The RESSPECT project is a result from an inter-collaboration agreement established between the Cosmostatistics Initiative (COIN) and the LSST Dark Energy Science Collaboration (DESC) with the goal of developing a recommendation system for telescope resource allocation able to optimize photometric supernova cosmology anaylsis.

MIT License

1 stars 0 forks source link

Feature names might not match #64

Closed drewoldag closed 1 week ago

drewoldag commented 2 weeks ago

I noticed that the feature names defined in fit_lightcurves.py:401 (here) don't match the feature names in bazin.py (here)

I just want to check how precisely these names need to match.

Specifically the difference is: ['a', 'b', 't0', 'tfall', 'trise'] vs. ['A', 'B', 't0', 'tfall', 'trise']

drewoldag commented 2 weeks ago

If they need to match exactly, then we can do the following: Move the features_names that are defined in the three LightCurve subclasses up to be class member variables (so that you can access them as Bazin.features_names.

And then use the FEATURE_EXTRACTOR_REGISTRY to get the proper extractor.

For instance:

from resspect.feature_extractors.light_curve import FEATURE_EXTRACTOR_REGISTRY

def fit(..., feature_extractor: str = "Bazin", ...):
    ...
    feature_extractor = FEATURE_EXTRACTOR_REGISTRY[feature_extractor]
    features = feature_extractor.features_names
    ...

drewoldag commented 2 weeks ago

Similarly there are a few other places in fit_lightcurve.py where I see code blocks like the following:

if feature_extractor == 'bazin':
    header = TOM_FEATURES_HEADER
elif feature_extractor == 'malanchev':
    header = TOM_MALANCHEV_FEATURES_HEADER

It would be nice to consolidate this logic.

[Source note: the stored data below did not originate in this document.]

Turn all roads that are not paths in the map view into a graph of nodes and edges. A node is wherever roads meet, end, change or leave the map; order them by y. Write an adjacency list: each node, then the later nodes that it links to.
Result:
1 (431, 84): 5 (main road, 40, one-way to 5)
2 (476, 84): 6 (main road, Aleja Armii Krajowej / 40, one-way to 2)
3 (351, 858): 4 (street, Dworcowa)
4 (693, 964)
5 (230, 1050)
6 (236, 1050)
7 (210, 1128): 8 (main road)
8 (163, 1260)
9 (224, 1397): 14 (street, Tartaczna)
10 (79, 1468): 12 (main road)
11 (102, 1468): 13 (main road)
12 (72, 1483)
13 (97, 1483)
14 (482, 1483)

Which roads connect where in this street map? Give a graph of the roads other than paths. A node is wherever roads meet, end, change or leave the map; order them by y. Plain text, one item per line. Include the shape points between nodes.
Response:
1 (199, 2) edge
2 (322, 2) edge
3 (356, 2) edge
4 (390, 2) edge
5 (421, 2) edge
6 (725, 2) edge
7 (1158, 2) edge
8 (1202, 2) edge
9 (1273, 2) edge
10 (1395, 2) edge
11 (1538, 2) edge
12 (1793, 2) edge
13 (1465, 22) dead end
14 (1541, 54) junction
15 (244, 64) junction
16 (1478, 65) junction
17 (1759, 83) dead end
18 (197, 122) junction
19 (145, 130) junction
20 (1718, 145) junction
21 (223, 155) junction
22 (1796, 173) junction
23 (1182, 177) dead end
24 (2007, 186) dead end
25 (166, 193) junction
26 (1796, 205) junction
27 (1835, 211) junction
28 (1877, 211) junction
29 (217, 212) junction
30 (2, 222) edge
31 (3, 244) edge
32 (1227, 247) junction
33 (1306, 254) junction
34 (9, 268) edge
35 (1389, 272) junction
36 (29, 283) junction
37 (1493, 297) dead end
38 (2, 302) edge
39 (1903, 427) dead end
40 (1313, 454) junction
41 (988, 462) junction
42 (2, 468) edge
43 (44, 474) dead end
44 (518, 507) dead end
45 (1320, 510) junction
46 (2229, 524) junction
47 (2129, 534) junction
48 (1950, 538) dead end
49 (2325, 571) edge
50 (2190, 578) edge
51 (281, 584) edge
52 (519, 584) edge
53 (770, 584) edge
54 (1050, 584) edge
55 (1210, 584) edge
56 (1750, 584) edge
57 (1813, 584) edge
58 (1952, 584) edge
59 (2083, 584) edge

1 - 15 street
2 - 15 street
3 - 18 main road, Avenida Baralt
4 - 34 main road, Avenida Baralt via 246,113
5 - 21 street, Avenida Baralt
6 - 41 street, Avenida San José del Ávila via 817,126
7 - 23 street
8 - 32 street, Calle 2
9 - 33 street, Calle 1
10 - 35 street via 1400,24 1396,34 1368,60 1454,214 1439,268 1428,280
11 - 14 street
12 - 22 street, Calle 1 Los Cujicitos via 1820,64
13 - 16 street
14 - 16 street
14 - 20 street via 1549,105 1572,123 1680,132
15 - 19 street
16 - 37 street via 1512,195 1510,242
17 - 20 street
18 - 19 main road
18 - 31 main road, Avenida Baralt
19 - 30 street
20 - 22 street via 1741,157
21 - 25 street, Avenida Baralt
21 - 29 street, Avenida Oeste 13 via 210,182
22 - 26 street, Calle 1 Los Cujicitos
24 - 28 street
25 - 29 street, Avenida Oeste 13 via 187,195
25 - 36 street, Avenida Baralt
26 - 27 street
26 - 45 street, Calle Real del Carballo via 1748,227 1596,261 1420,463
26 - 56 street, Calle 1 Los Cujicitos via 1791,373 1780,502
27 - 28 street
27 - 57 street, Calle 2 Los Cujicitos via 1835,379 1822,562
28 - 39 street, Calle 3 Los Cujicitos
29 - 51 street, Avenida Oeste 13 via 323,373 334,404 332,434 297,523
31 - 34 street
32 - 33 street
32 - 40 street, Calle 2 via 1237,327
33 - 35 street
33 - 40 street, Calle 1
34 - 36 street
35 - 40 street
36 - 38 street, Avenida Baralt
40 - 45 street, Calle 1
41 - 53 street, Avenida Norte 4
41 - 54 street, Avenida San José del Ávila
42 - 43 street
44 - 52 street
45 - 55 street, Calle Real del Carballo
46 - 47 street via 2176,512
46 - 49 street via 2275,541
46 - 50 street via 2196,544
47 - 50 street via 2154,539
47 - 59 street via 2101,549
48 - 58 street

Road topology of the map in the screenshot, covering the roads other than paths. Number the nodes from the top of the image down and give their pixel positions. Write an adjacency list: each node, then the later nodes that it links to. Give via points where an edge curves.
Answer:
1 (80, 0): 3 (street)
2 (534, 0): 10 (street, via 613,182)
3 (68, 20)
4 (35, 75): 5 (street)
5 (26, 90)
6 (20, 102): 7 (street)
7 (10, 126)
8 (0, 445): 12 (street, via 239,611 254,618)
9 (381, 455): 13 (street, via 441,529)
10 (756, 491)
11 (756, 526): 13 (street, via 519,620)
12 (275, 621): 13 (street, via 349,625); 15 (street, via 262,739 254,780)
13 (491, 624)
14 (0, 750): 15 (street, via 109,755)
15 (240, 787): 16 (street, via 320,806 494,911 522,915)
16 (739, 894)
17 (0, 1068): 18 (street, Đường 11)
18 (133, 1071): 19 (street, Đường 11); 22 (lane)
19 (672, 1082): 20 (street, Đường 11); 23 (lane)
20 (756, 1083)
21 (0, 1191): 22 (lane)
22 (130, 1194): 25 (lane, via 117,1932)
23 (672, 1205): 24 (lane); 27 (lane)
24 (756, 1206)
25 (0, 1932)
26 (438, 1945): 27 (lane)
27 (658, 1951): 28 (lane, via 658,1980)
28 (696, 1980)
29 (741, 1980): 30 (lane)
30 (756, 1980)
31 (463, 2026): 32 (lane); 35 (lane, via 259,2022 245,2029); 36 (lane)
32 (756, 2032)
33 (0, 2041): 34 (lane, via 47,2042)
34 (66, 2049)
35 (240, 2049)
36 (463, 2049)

drewoldag commented 2 weeks ago

Additionally, in lightcurves_utils.py there are many *_HEADER lists defined. It seems like all of these are just the standard features_names from the LightCurve subclass for each of the different bands, plus the following boilerplate column names: id', 'redshift', 'type', 'code', 'orig_sample'.

If that's the case, then we can programmatically define these columns as was done in https://github.com/LSSTDESC/RESSPECT/pull/56

drewoldag commented 1 week ago

For now, we'll update the features_names in .../feature_extractors/bazin.py to be upper case. The rest of the comments in here will be put on hold, and reconsidered while incorporating the LAISS work.